Le subtil ajustement stratégique qui tente de desserrer l’étau des contradictions est également perceptible dans les relations avec Washington.

Certes lors de l’entretien téléphonique du 22 février avec Antony Blinken, le lendemain de la reconnaissance par Vladimir Poutine des républiques auto-proclamées du Donbass et deux jours avant l’offensive contre l’Ukraine, Wang Yi a accusé Washington de fomenter les alliances anti-chinoises dans le Pacifique occidental. Mais, à propos de l’Ukraine, les deux sont tombés d’accord sur l’inviolabilité des frontières.
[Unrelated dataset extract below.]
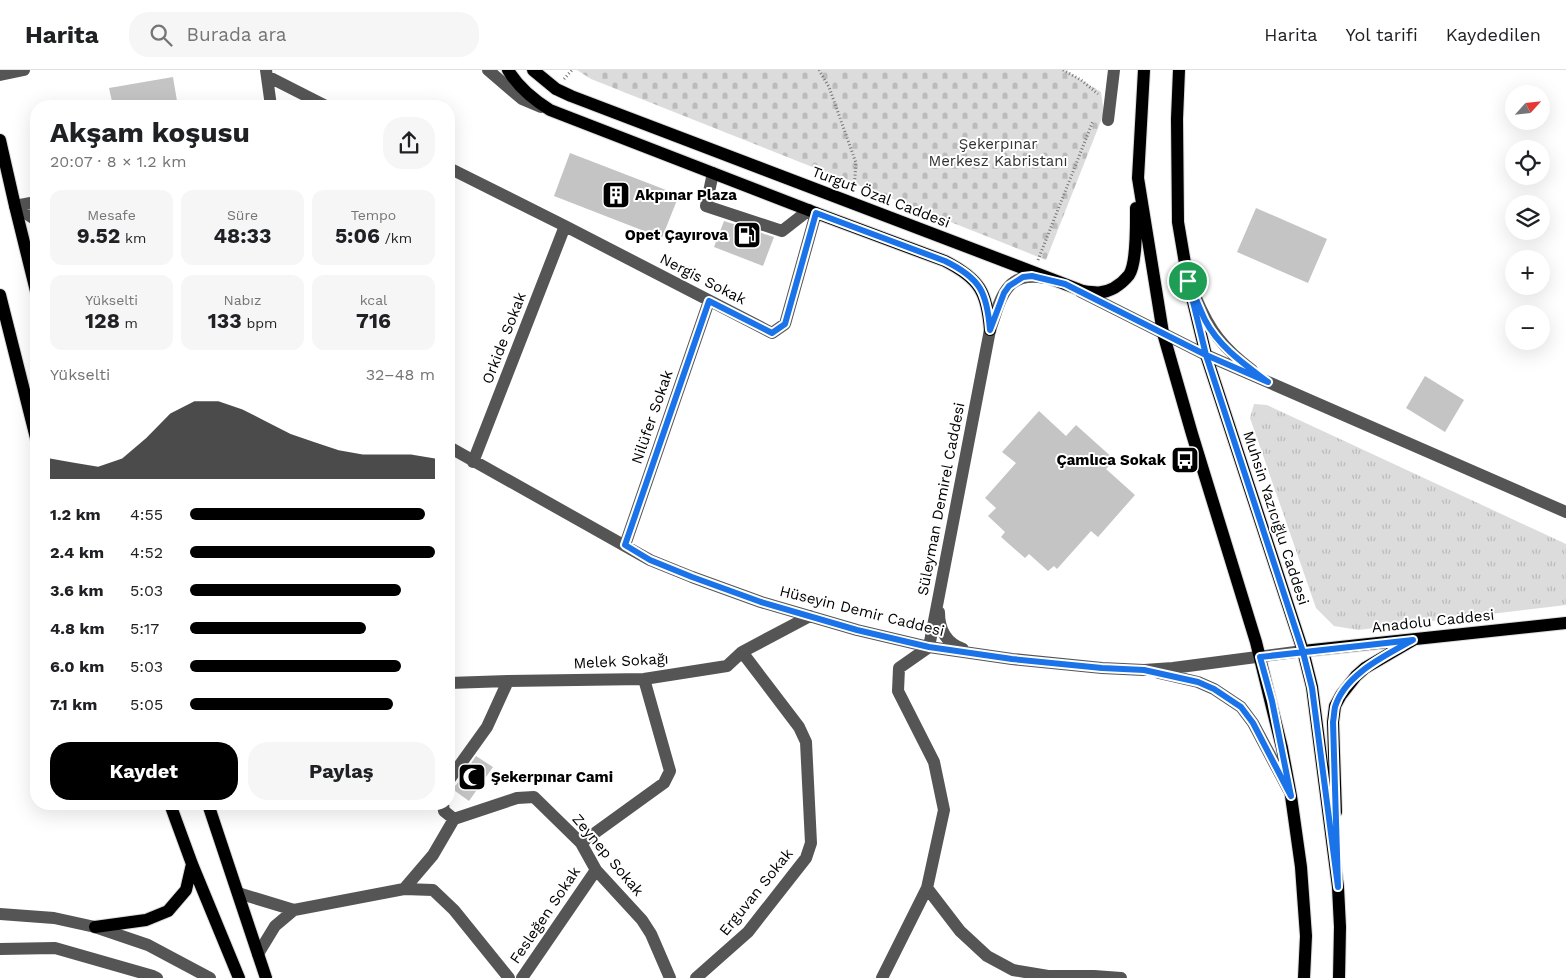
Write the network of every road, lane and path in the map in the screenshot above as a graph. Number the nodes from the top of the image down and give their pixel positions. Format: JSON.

Plus encore, signalant la volonté chinoise d’apaiser la relation par des références historiques à la période vertueuse des années soixante-dix, Pékin a tenu à célébrer le 50e anniversaire de la venue en Chine de Richard Nixon en février 1972. La visite de sept jours avait ouvert la voie à la reprise des relations diplomatiques entre les deux pays et a préparé le terrain pour l’ouverture de la Chine au monde.

Selon les diplomates chinois, le but de la commémoration qui n’a eu que peu d’échos aux États-Unis, était d’encourager les universitaires, les hommes d’affaires, les associations à rappeler la nécessité d’un engagement continu entre « les deux puissances mondiales qui doivent se respecter l’une l’autre. »

Pour autant, alors que l’administration Biden poursuit la même ligne dure sur la Chine que D. Trump, les diplomates chinois ont regretté de ne pas avoir été accueillis en retour avec le même enthousiasme.

Autre difficulté, l’élan chinois est lui aussi freiné par la question taïwanaise. Principal sujet de la rivalité stratégique irréconciliable entre Washington et Pékin, elles s’est invitée sur mode très agressif dans les réseaux sociaux, au milieu tensions à propos de l’Ukraine.

En arrière-plan toujours le défi taïwanais.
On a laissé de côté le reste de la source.